Under stark fluorescent bulbs, the finale of what could pass for China's version of reality-television show Project Runway is being fine-tuned. Models, their eyeliner and foundation melting in the heat as their samples hang ready on racks, kill time with playing cards. Downstairs, in the lobby, engineers are testing the sound system and spotlights for a graduation show unlike anything the Cafa has held before.
Tonight, the most established art academy in China will unveil the work of its first graduates in fashion design. Four years of study will culminate in the exhibition of their graduation project, titled Deconstructing the Qipao, which required students to reinterpret China's most iconic fashion item (the qipao is a type of cheongsam). The results are hardly recognisable. From a futuristic silver version that combines three garments into one to a dress that looks like it has been put through a shredder, the creations are predictably ostentatious and dramatic - typical of young designers flaunting their individuality.
The stakes are high for these students. Some will see their creations stocked around the world in the boutiques of Shanghai Tang, the financial backer of tonight's show. Call it a short cut to success, but in a country with a reputation for knocking off winning designs rather than creating them, tonight is all about fostering creativity and allowing original ideas into the market place.
Fashion, it seems, has become a gauge of China's rapid growth. While the country is undoubtedly a manufacturing powerhouse, with apparel and textile exports exceeding US$95 billion last year, design knowhow and marketing capability have remained firmly in the hands of foreign fashion houses. It's not difficult to find, say, a Paul Smith or Hugo Boss shirt, or even a Ralph Lauren jumper, that's made in China but a walk around an upmarket shopping mall in Beijing or Shanghai reveals the increasing domination of luxury brands such as Louis Vuitton, Prada and Christian Dior. The nation's burgeoning middle class are no longer content sporting counterfeit goods; they are paying top dollar for the real McCoy.
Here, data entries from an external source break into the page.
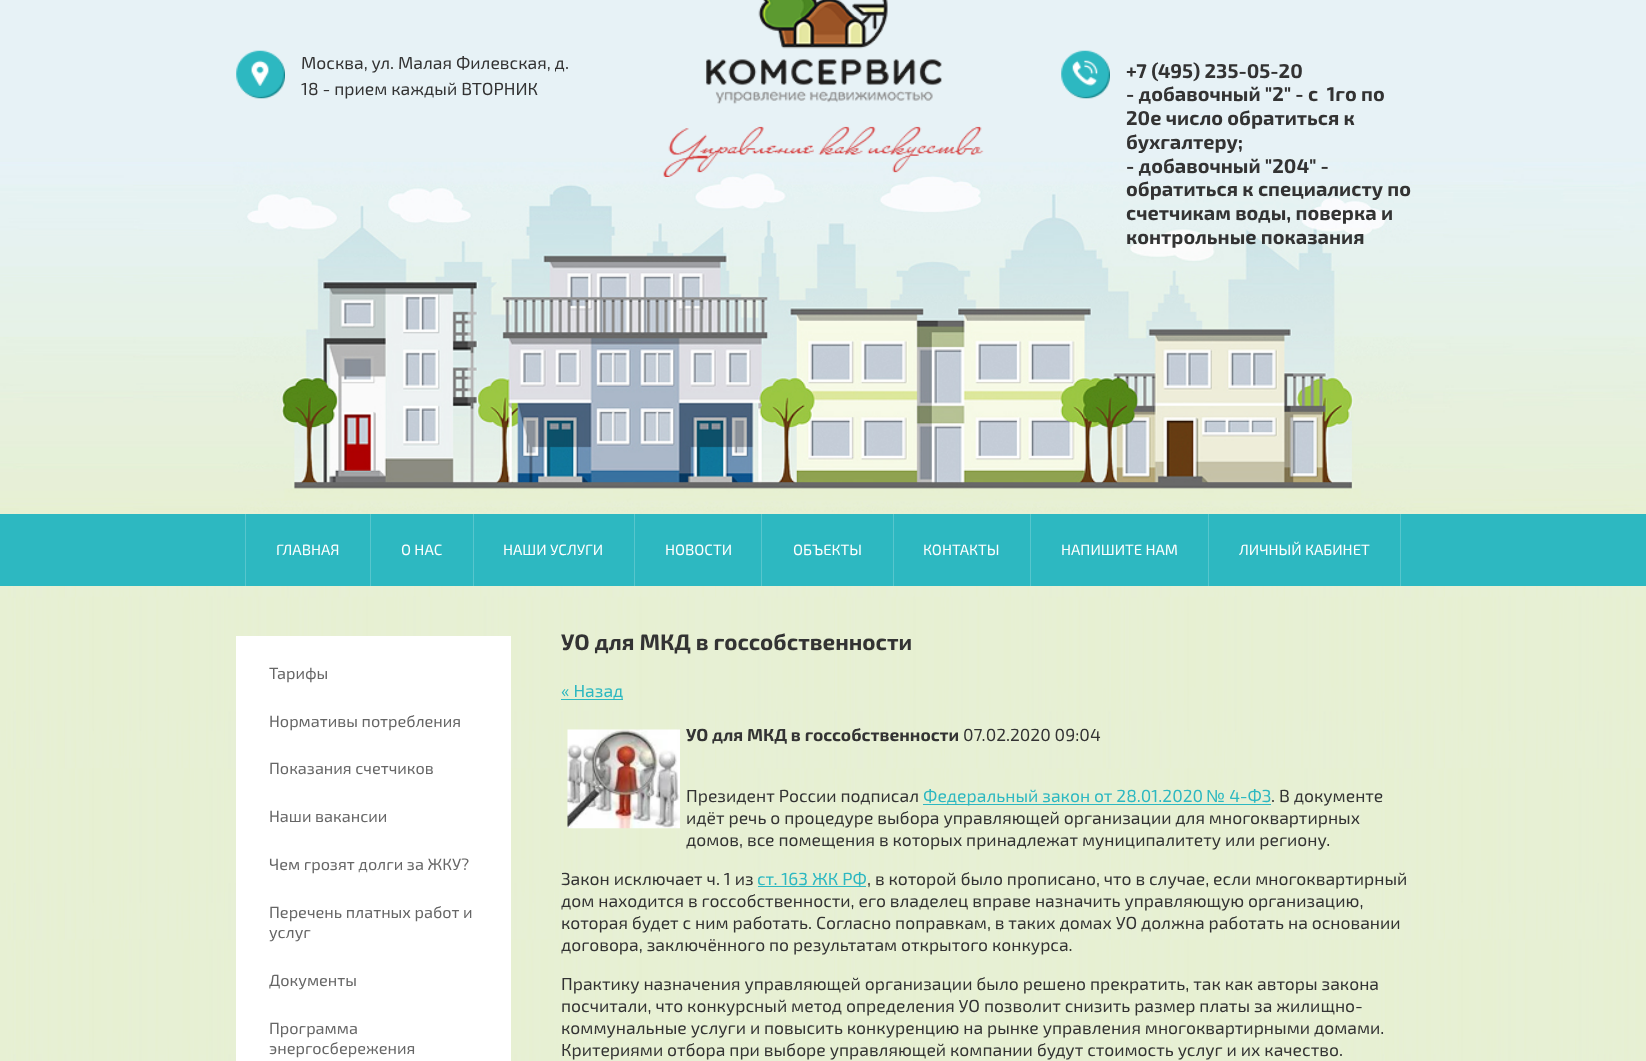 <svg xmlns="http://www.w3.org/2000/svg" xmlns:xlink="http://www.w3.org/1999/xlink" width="1646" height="1061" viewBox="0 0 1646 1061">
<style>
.cls-1{font:17.5px 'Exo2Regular';fill:#333333}
.cls-2{font:bold 20px 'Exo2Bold';fill:#333333}
.cls-3{font:15px 'Exo2Regular';fill:#ffffff}
.cls-4{font:16.25px 'Exo2Regular';fill:#666666}
.cls-5{font:bold 22.5px 'Exo2Bold';fill:#333333}
.cls-6{font:17.5px 'Exo2Regular';fill:#2db8c1}
.cls-7{font:bold 17.5px 'Exo2Bold';fill:#333333}
.cls-8{font:17.5px Liberation Sans;fill:#2db8c1}
</style>
<rect width="100%" height="100%" fill="#ffffff"/>
<image xlink:href="image0.png" x="0" y="507" width="1646" height="554"/>
<image xlink:href="image2.png" x="0" y="0" width="1646" height="507"/>
<image xlink:href="image1.png" x="0" y="162" width="1635" height="350"/>
<image xlink:href="image3.png" x="236" y="50" width="49" height="49"/>
<image xlink:href="image4.png" x="663" y="0" width="321" height="177"/>
<image xlink:href="image5.png" x="1061" y="50" width="49" height="49"/>
<rect fill="#2db8c1" x="0" y="514" width="1646" height="72"/>
<rect fill="#57c6cd" x="245" y="514" width="1" height="72"/>
<rect fill="#57c6cd" x="370" y="514" width="1" height="72"/>
<rect fill="#57c6cd" x="473" y="514" width="1" height="72"/>
<rect fill="#57c6cd" x="634" y="514" width="1" height="72"/>
<rect fill="#57c6cd" x="761" y="514" width="1" height="72"/>
<rect fill="#57c6cd" x="893" y="514" width="1" height="72"/>
<rect fill="#57c6cd" x="1030" y="514" width="1" height="72"/>
<rect fill="#57c6cd" x="1400" y="514" width="1" height="72"/>
<rect fill="#57c6cd" x="1208" y="514" width="1" height="72"/>
<rect fill="#ffffff" x="236" y="636" width="275" height="425"/>
<rect fill="#2db8c1" x="561" y="699" width="62" height="1"/>
<image xlink:href="image6.png" x="567" y="729" width="113" height="100"/>
<rect fill="#2db8c1" x="923" y="804" width="348" height="1"/>
<rect fill="#2db8c1" x="758" y="886" width="108" height="1"/>
<text class="cls-1"><tspan x="301" y="69">Москва, ул. Малая Филевская, д.</tspan><tspan x="301" y="95">18 - прием каждый ВТОРНИК</tspan></text>
<text class="cls-2" xml:space="preserve"><tspan x="1126" y="78">+7 (495) 235-05-20</tspan><tspan x="1126" y="101">- добавочный "2" - с  1го по</tspan><tspan x="1126" y="125">20е число обратиться к</tspan><tspan x="1126" y="149">бухгалтеру;</tspan><tspan x="1126" y="173">- добавочный "204" -</tspan><tspan x="1126" y="196">обратиться к специалисту по</tspan><tspan x="1126" y="220">счетчикам воды, поверка и</tspan><tspan x="1126" y="244">контрольные показания</tspan></text>
<text class="cls-3" x="276" y="555">ГЛАВНАЯ</text>
<text class="cls-3" x="401" y="555">О НАС</text>
<text class="cls-3" x="503" y="555">НАШИ УСЛУГИ</text>
<text class="cls-3" x="665" y="555">НОВОСТИ</text>
<text class="cls-3" x="793" y="555">ОБЪЕКТЫ</text>
<text class="cls-3" x="923" y="555">КОНТАКТЫ</text>
<text class="cls-3" x="1061" y="555">НАПИШИТЕ НАМ</text>
<text class="cls-3" x="1239" y="555">ЛИЧНЫЙ КАБИНЕТ</text>
<text class="cls-4" x="269" y="679">Тарифы</text>
<text class="cls-4" x="269" y="727">Нормативы потребления</text>
<text class="cls-4" x="269" y="774">Показания счетчиков</text>
<text class="cls-4" x="269" y="822">Наши вакансии</text>
<text class="cls-4" x="269" y="870">Чем грозят долги за ЖКУ?</text>
<text class="cls-4"><tspan x="269" y="918">Перечень платных работ и</tspan><tspan x="269" y="938">услуг</tspan></text>
<text class="cls-4" x="269" y="986">Документы</text>
<text class="cls-4"><tspan x="269" y="1034">Программа</tspan><tspan x="269" y="1054">энергосбережения</tspan></text>
<text class="cls-5" x="561" y="650">УО для МКД в госсобственности</text>
<text class="cls-6" x="561" y="697">« Назад</text>
<text class="cls-7" x="686" y="741">УО для МКД в госсобственности</text>
<text class="cls-1" x="963" y="741">07.02.2020 09:04</text>
<text class="cls-1" x="686" y="802">Президент России подписал</text>
<text class="cls-6" x="923" y="802">Федеральный закон от 28.01.2020</text>
<text class="cls-8" x="1206" y="802">№</text>
<text class="cls-6" x="1229" y="802">4-ФЗ</text>
<text class="cls-1" x="1271" y="802">. В документе</text>
<text class="cls-1"><tspan x="686" y="824">идёт речь о процедуре выбора управляющей организации для многоквартирных</tspan><tspan x="686" y="846">домов, все помещения в которых принадлежат муниципалитету или региону.</tspan></text>
<text class="cls-1" x="561" y="885">Закон исключает ч. 1 из</text>
<text class="cls-6" x="757" y="885">ст. 163 ЖК РФ</text>
<text class="cls-1" x="867" y="885">, в которой было прописано, что в случае, если многоквартирный</text>
<text class="cls-1"><tspan x="561" y="907">дом находится в госсобственности, его владелец вправе назначить управляющую организацию,</tspan><tspan x="561" y="929">которая будет с ним работать. Согласно поправкам, в таких домах УО должна работать на основании</tspan><tspan x="561" y="951">договора, заключённого по результатам открытого конкурса.</tspan></text>
<text class="cls-1"><tspan x="561" y="990">Практику назначения управляющей организации было решено прекратить, так как авторы закона</tspan><tspan x="561" y="1012">посчитали, что конкурсный метод определения УО позволит снизить размер платы за жилищно-</tspan><tspan x="561" y="1034">коммунальные услуги и повысить конкуренцию на рынке управления многоквартирными домами.</tspan><tspan x="561" y="1056">Критериями отбора при выборе управляющей компании будут стоимость услуг и их качество.</tspan></text>
</svg>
Fashion weeks in Beijing and Shanghai aspire to parity with those in Paris and Milan, and help quench China's new-found thirst for style, as the country gets used to being a major player in the global fashion industry. Last month, Beijing played host to the Asian Fashion Federation, an event that drew more than 300 up-and-coming designers from around Asia to exchange ideas about fashion, culture and society.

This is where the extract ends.